> [Work required]:
Using the material below, count the lines that contain the word "junction" and report the number only.
[Start of Attachment]
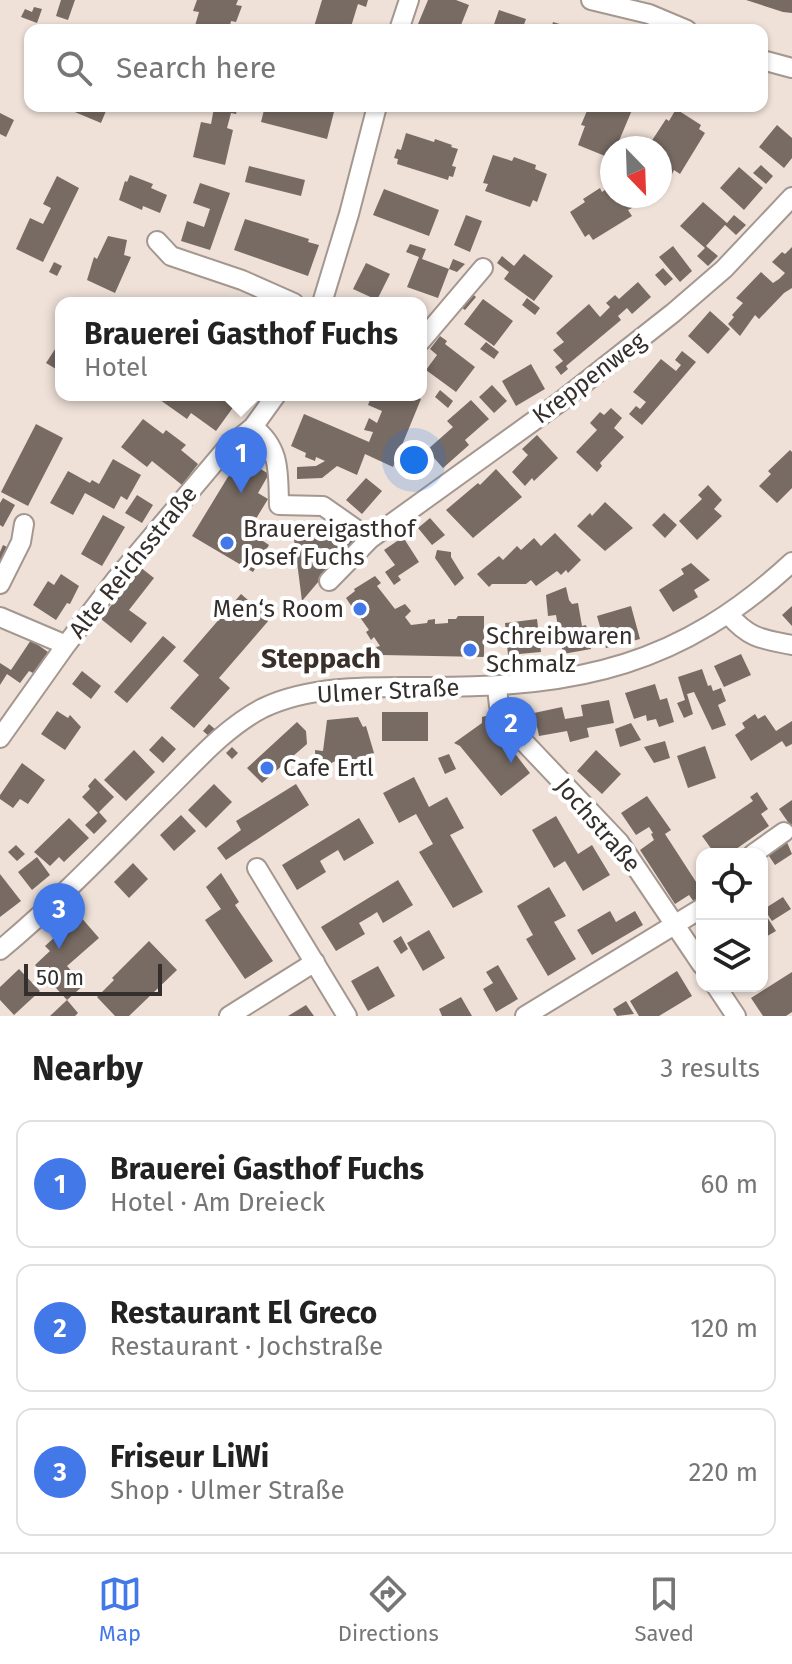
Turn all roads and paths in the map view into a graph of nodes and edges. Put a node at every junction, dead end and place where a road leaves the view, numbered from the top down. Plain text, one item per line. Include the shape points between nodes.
1 (409, 0) edge
2 (591, 0) edge
3 (401, 24) edge
4 (673, 24) edge
5 (768, 62) edge
6 (792, 68) edge
7 (375, 112) edge
8 (792, 197) edge
9 (157, 241) dead end
10 (483, 268) dead end
11 (280, 297) edge
12 (324, 297) edge
13 (427, 334) edge
14 (272, 401) edge
15 (253, 427) junction
16 (24, 524) dead end
17 (370, 539) junction
18 (792, 562) edge
19 (329, 581) dead end
20 (0, 584) edge
21 (729, 615) junction
22 (0, 617) edge
23 (66, 645) junction
24 (792, 645) edge
25 (497, 687) junction
26 (0, 738) edge
27 (784, 832) dead end
28 (761, 848) edge
29 (257, 868) dead end
30 (696, 912) edge
31 (675, 925) junction
32 (0, 950) edge
33 (696, 956) edge
34 (315, 962) junction
35 (720, 992) edge
36 (229, 1016) edge
37 (347, 1016) edge
38 (525, 1016) edge
39 (736, 1016) edge

1 - 3 street
2 - 4 street
5 - 6 street
7 - 12 street
8 - 17 street, Kreppenweg via 724,269 673,313
9 - 11 street via 171,256
10 - 13 street
14 - 15 street, Alte Reichsstraße
15 - 17 street via 272,446 279,505 323,506
15 - 23 street, Alte Reichsstraße via 225,450
16 - 20 street
17 - 19 street, Kreppenweg
18 - 21 street, Ulmer Straße
21 - 24 street via 748,634
21 - 25 street, Ulmer Straße via 686,640 626,664 583,676
22 - 23 street
23 - 26 street, Alte Reichsstraße
25 - 31 street, Jochstraße via 507,724 619,842
25 - 32 street, Ulmer Straße via 378,687 286,699 263,708 203,755
27 - 28 street
29 - 34 street
30 - 31 street
31 - 33 street, Jochstraße
31 - 38 street
34 - 36 street
34 - 37 street
35 - 39 street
[End of Attachment]
> [Response box]:
8